_The problem_:
Whenever the string "road" appears in a line below, please copy the line out.

_Stored items_:
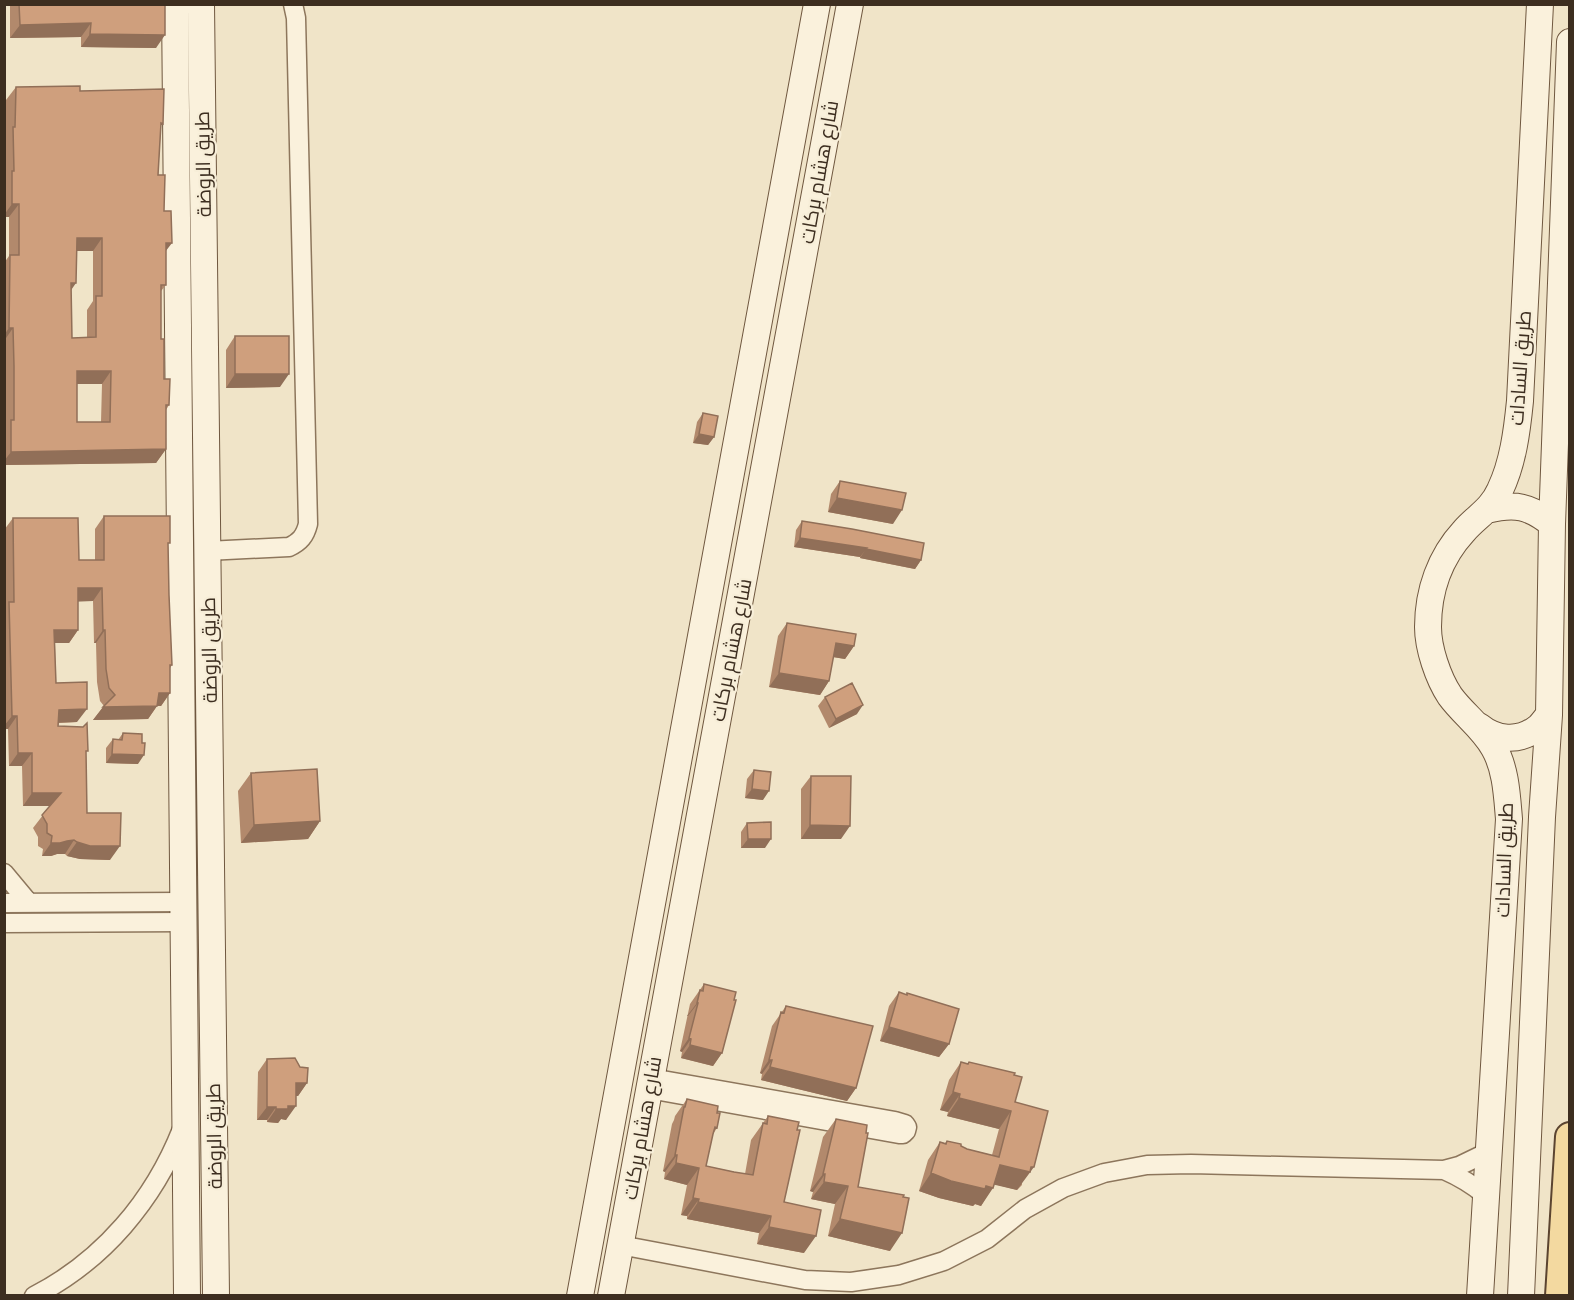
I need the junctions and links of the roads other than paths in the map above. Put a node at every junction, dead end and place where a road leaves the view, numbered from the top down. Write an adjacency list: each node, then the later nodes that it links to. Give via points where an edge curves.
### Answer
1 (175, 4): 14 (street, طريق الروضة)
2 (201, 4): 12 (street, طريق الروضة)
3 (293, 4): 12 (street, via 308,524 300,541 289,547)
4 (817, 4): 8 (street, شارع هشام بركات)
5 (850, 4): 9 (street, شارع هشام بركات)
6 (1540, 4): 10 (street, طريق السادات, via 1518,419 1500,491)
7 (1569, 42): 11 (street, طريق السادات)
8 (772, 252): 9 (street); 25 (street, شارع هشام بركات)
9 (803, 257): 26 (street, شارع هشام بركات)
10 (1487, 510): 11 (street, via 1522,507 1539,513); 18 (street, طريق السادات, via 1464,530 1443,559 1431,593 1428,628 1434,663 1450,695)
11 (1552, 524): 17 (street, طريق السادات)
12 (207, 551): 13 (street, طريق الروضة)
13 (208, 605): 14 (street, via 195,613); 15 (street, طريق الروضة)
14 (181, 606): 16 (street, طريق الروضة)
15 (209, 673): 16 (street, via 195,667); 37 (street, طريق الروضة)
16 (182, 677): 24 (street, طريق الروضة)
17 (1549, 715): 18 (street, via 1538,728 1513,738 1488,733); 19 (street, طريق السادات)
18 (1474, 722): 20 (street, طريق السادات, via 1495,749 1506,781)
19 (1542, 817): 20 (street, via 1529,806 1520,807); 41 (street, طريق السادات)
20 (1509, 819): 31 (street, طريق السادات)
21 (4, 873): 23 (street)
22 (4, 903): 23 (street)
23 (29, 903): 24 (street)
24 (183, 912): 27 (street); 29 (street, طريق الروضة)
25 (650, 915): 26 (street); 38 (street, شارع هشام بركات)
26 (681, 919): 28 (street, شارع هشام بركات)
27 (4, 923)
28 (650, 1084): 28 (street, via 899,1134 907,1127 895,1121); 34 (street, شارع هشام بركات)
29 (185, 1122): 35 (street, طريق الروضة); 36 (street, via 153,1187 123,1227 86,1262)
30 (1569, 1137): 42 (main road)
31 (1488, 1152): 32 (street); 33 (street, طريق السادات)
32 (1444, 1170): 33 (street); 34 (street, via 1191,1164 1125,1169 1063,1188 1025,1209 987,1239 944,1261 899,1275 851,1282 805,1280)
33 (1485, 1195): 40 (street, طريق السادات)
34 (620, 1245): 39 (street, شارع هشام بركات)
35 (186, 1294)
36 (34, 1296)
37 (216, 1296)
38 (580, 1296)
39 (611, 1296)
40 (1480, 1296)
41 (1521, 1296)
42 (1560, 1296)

_Exercise response_:
I need the junctions and links of the roads other than paths in the map above. Put a node at every junction, dead end and place where a road leaves the view, numbered from the top down. Write an adjacency list: each node, then the later nodes that it links to. Give via points where an edge curves.
30 (1569, 1137): 42 (main road)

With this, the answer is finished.